Jingsong Zhang, MD, PhD
With a half-dozen newly approved therapeutics, the treatment options for metastatic castration-resistant prostate cancer (mCRPC) have greatly expanded since 2010. Researchers are now looking to refine use of these agents and expand into new therapeutic areas.
Jingsong Zhang, MD, PhD, discussed these advancements in his lecture during the 2016 OncLive
State of the Science Summit on Genitourinary Cancers. Zhang covered sequencing, the pathophysiology of the androgen receptor, the expanding array of hormonal approaches, strategic timing for cytotoxic therapy, and PARP inhibition and other appealing targets.
In an interview with OncLive
during the meeting, Zhang, a medial oncologist at Moffitt Cancer Center, discussed the key takeaways from his talk and his vision for treating patients with mCRPC.
OncLive: Please provide an overview of how advanced prostate cancer has been an exciting field in recent years.
: Since 2010, there are 6 drugs approved for treating this disease where the cancer becomes late stage IV, and patients no longer respond to hormonal therapy, such as androgen-deprivation therapy (ADT), and things such as leuprolide acetate for depot suspension (Lupron). Five of [these agents] are based on an improvement of overall survival.
After that, the field is wondering how to sequence them, and perhaps, for some patients, we need to [look at combinations]. In the past 2 years, there have not really been any advancements in terms of how to sequence these treatments.

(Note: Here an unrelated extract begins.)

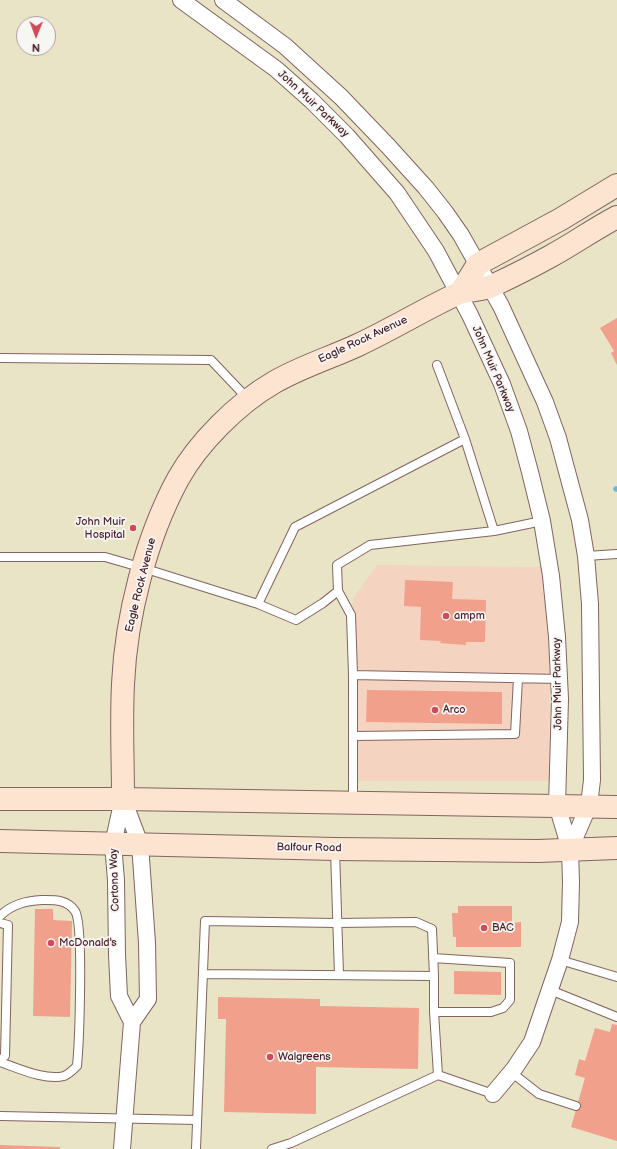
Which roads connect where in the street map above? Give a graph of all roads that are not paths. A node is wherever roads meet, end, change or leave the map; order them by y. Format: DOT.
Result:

One important trial is the CHAARTED study, which was published last year for high-risk patients with high-volume disease. There is a [reason] to give upfront chemotherapy when patients first start ADT. That has been shown to be beneficial, in terms of improvement in survival.
Later on, in terms of the tumor markers, there is AR-V7—which shows a pretty good predictive marker in terms of response to newer androgen-deprivation agents such as abiraterone acetate (Zytiga) and enzalutamide (Xtandi).
There are phase III trials ongoing right now that are specifically targeting this patient population, but they have positive AR-V7 in their circulating tumor cells (CTCs). There are a lot of efforts to try to understand the underlying biology of this disease; that is really from the tremendous efforts of just doing next-generation sequencing of the prostate cancer. Many trials mandate biopsy for patients with metastatic disease. In the past, not many patients with metastatic prostate cancer got a biopsy. That’s kind of the hurdle to learn about this disease when they progress to late stage.
Therefore, a lot of sequencing works. We found biomarkers. We found out there is enrichment of DNA damage repair deficiency proteins, and that there are agents to explore such as PARP inhibitors. There is a phase III trial planned for patients with stage IV prostate cancer using the PARP inhibitor and conducting biomarker studies.
Those are the exciting things in the field of prostate cancer. It keeps evolving. First, we have new agents; then, we try to figure out how to sequence these agents. Perhaps for some patients, we need to combine these different agents. All of this is based on understanding the biology, and we are learning more about the biology of this disease when patients progress to late stage IV. It’s definitely a different disease compared with initial prostate cancer presentation.
You discussed the pathophysiology of the androgen receptor, as well as an expanding array of hormonal approaches. What were the main points of this portion of the lecture?
The key point is to bring up to date the AR-V7 and the qRT-PCR assay platform. It is not really 100% that, if patients are positive for AR-V7 on the qRT-PCR assay, they will have no response to treatment. What is more important is that the same AR-V7 prognostic predictive value is also confirmed with another platform.